The plot: It’s 1873, and amnesiac cowboy Jake Lonergan (Daniel Craig) arrives in the town of Absolution with a strange metal device on his wrist and no idea how it, or he, got there. Just as he’s getting to know the citizens—including the mysterious Ella Swenson (Olivia Wilde) and cold-hearted cattle baron Woodrow Dolarhyde (Harrison Ford)—a phalanx of aliens attacks Absolution, abducting some of the townsfolk. The rest of the movie follows Lonergan and Dolarhyde as they form a posse, track down the aliens and go get their people back.

Sure, Cowboys & Aliens has a title that sounds like a ridiculous comic book adventure (creator Scott Mitchell Rosenberg first pitched his idea as a feature film and a graphic novel simultaneously, all the way back in 1997), but from the outset, the production team was determined that their movie be viewed with the utmost gravity. Amongst many other films, they cited High Noon, Unforgiven and The Searchers as references. This was to be a serious work, a solemn reinvention of the classical western—that just happened to also feature aliens.

Unfortunately for them, the viewing public had other ideas. When the first trailer debuted in November 2010, in front of Harry Potter and the Deathly Hallows—Part 1, there were widespread reports of audiences thinking it hysterical. These reports inspired a New York Times article with the awkward headline, “Question for Big Film: It’s Not a Comedy?” Things were not off to a good start.

In all likelihood, if Cowboys & Aliens had embraced the inherent comedic potential of its premise, then it would have fared a lot better. Favreau had such an overwhelming determination to make a weighty movie, he seemed to be laboring under the illusion that serious movies can only be serious. Watching today, it’s striking how many missed opportunities for repartee are littered throughout the duration; you have James Bond and Indiana Jones in the same film—why wouldn’t you want them to banter with each other? Instead, the only cast member permitted to add a little levity to the joyless proceedings is Walton Goggins, and his brief appearance is dwarfed by the countless, lifeless exchanges between indistinguishably grizzled, taciturn men.
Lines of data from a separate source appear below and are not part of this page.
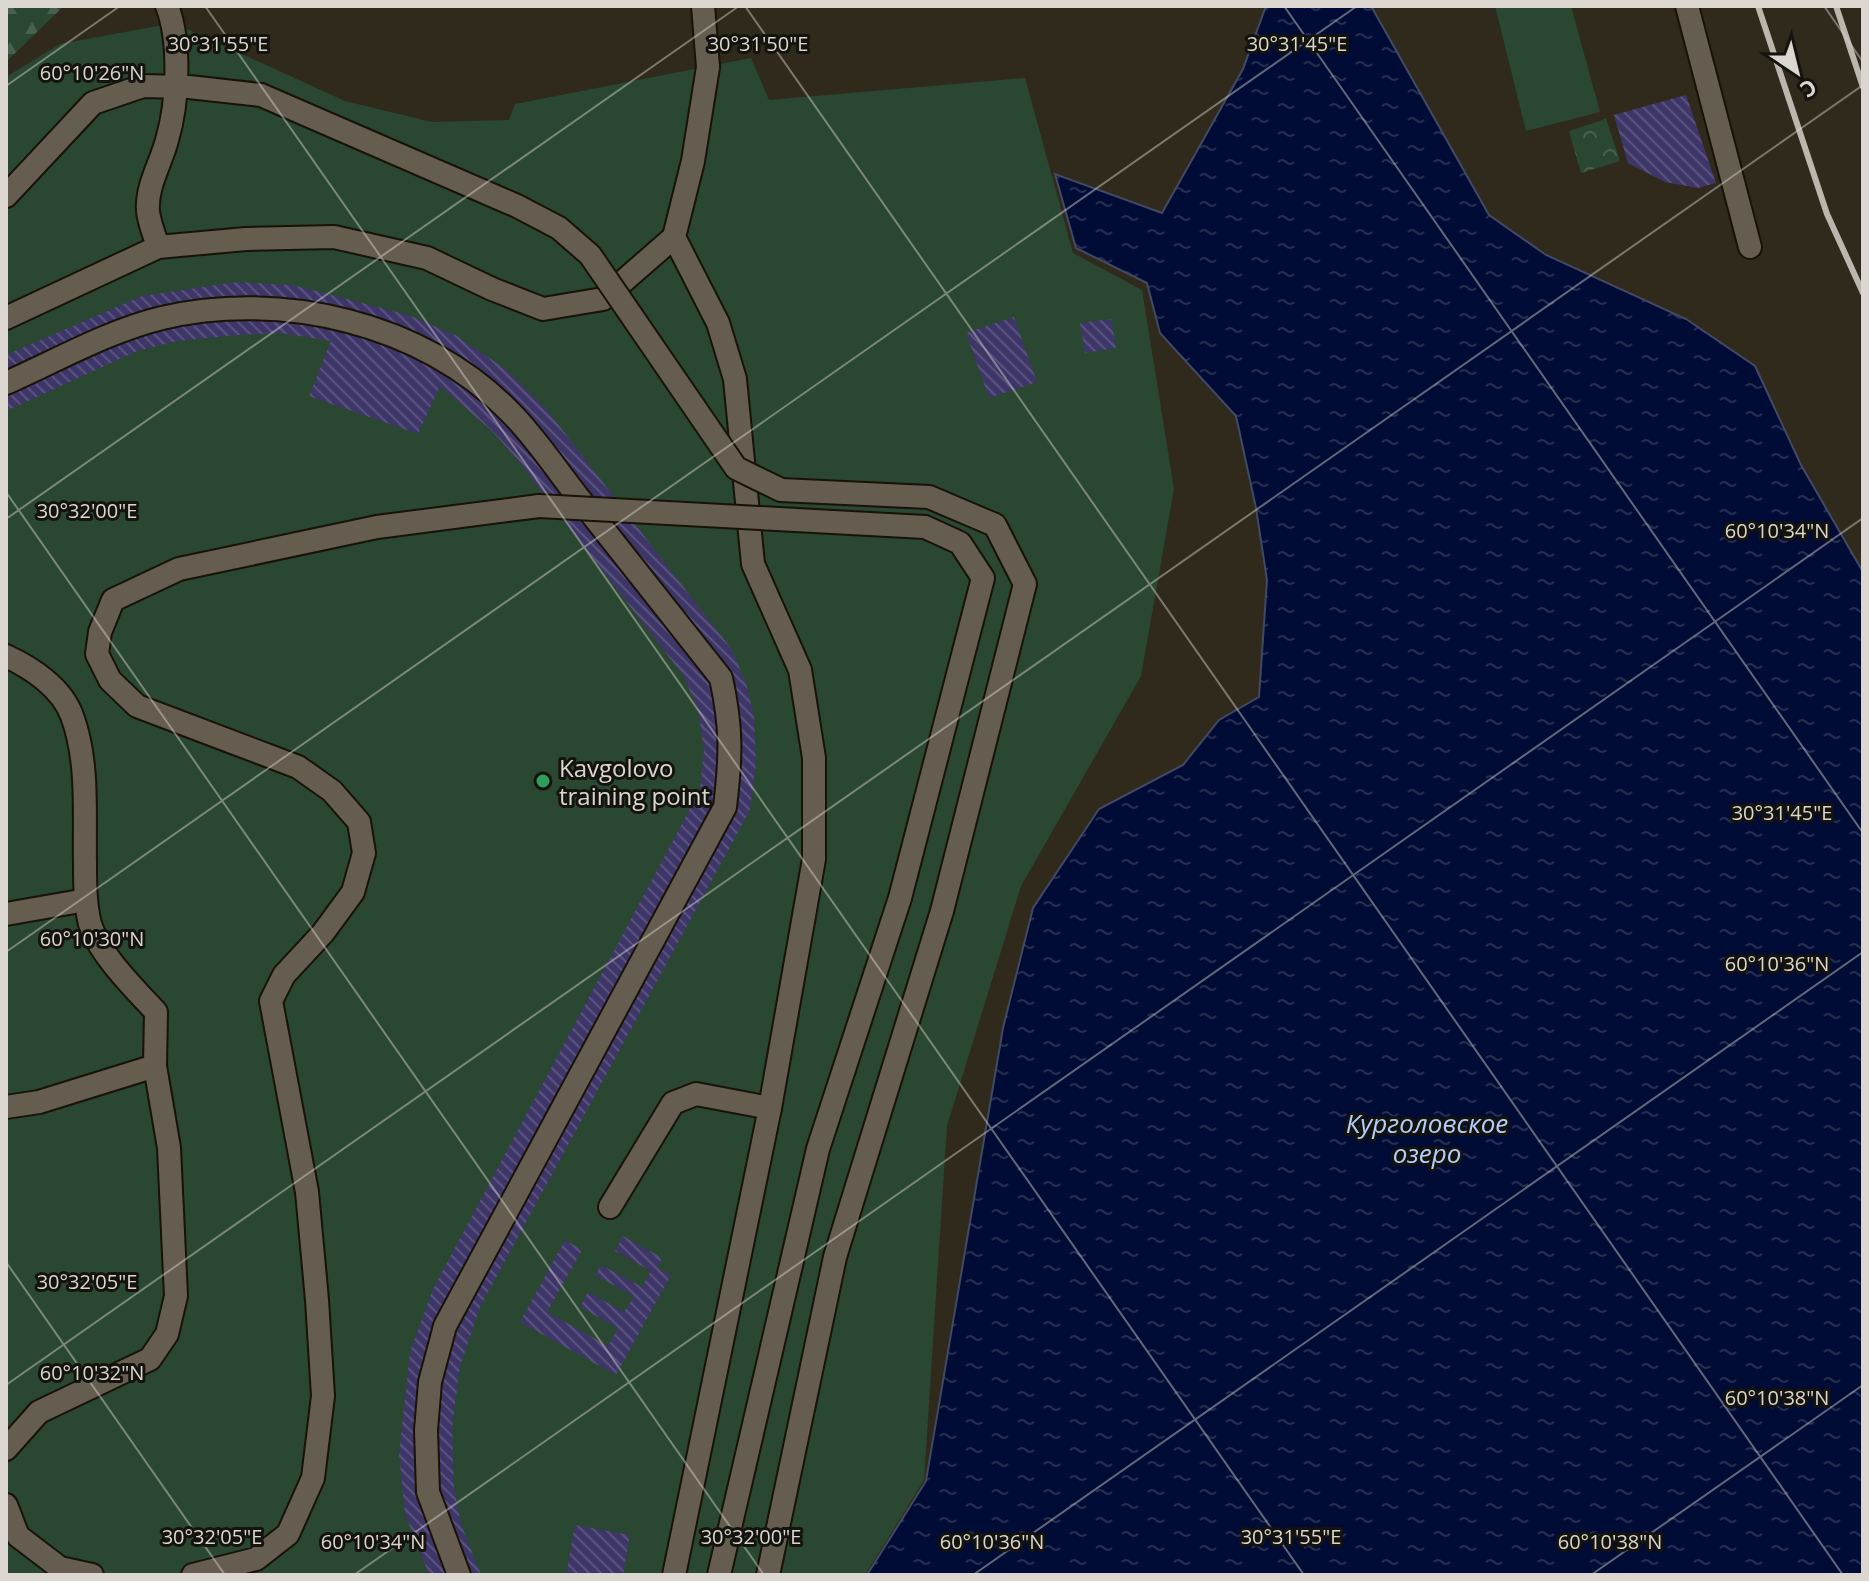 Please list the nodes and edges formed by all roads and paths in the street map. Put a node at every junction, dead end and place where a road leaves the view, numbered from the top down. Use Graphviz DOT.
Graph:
graph roads {
  1 [pos="167,6"];
  2 [pos="703,6"];
  3 [pos="1687,6"];
  4 [pos="6,196"];
  5 [pos="674,237"];
  6 [pos="158,247"];
  7 [pos="1750,247"];
  8 [pos="6,318"];
  9 [pos="6,383"];
  10 [pos="6,656"];
  11 [pos="86,900"];
  12 [pos="6,914"];
  13 [pos="155,1066"];
  14 [pos="6,1107"];
  15 [pos="770,1108"];
  16 [pos="610,1207"];
  17 [pos="6,1449"];
  18 [pos="6,1505"];
  19 [pos="92,1575"];
  20 [pos="193,1575"];
  21 [pos="459,1575"];
  22 [pos="674,1575"];
  23 [pos="719,1575"];
  24 [pos="768,1575"];
  1 -- 6 [label="street"];
  2 -- 5 [label="street"];
  3 -- 7 [label="street"];
  4 -- 24 [label="street, bridge"];
  5 -- 6 [label="street"];
  5 -- 15 [label="street"];
  6 -- 8 [label="street"];
  9 -- 21 [label="street"];
  10 -- 11 [label="street"];
  11 -- 12 [label="street"];
  11 -- 13 [label="street"];
  13 -- 14 [label="street"];
  13 -- 17 [label="street"];
  15 -- 16 [label="street"];
  15 -- 22 [label="street"];
  18 -- 19 [label="street"];
  20 -- 23 [label="street, bridge"];
}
It feels as though the many writers of Cowboys & Aliens (five are credited, but more took passes at it—you know what they say about too many cooks…) are relying entirely on the audience’s pre-existing familiarity with the leading names, and so don’t bother to give the characters anything but the barest flickers of personality. Daniel Craig is a strong, silent type. Harrison Ford is grouchy. That’s it. The dearth of personality renders the action scenes completely unexciting, since it’s impossible to be invested enough in any of the characters to care what happens to them. As they slog their way through a narrative journey with dull company and an obvious conclusion, it becomes ever more frustrating that a film filled with promise could turn out so terrifically mediocre.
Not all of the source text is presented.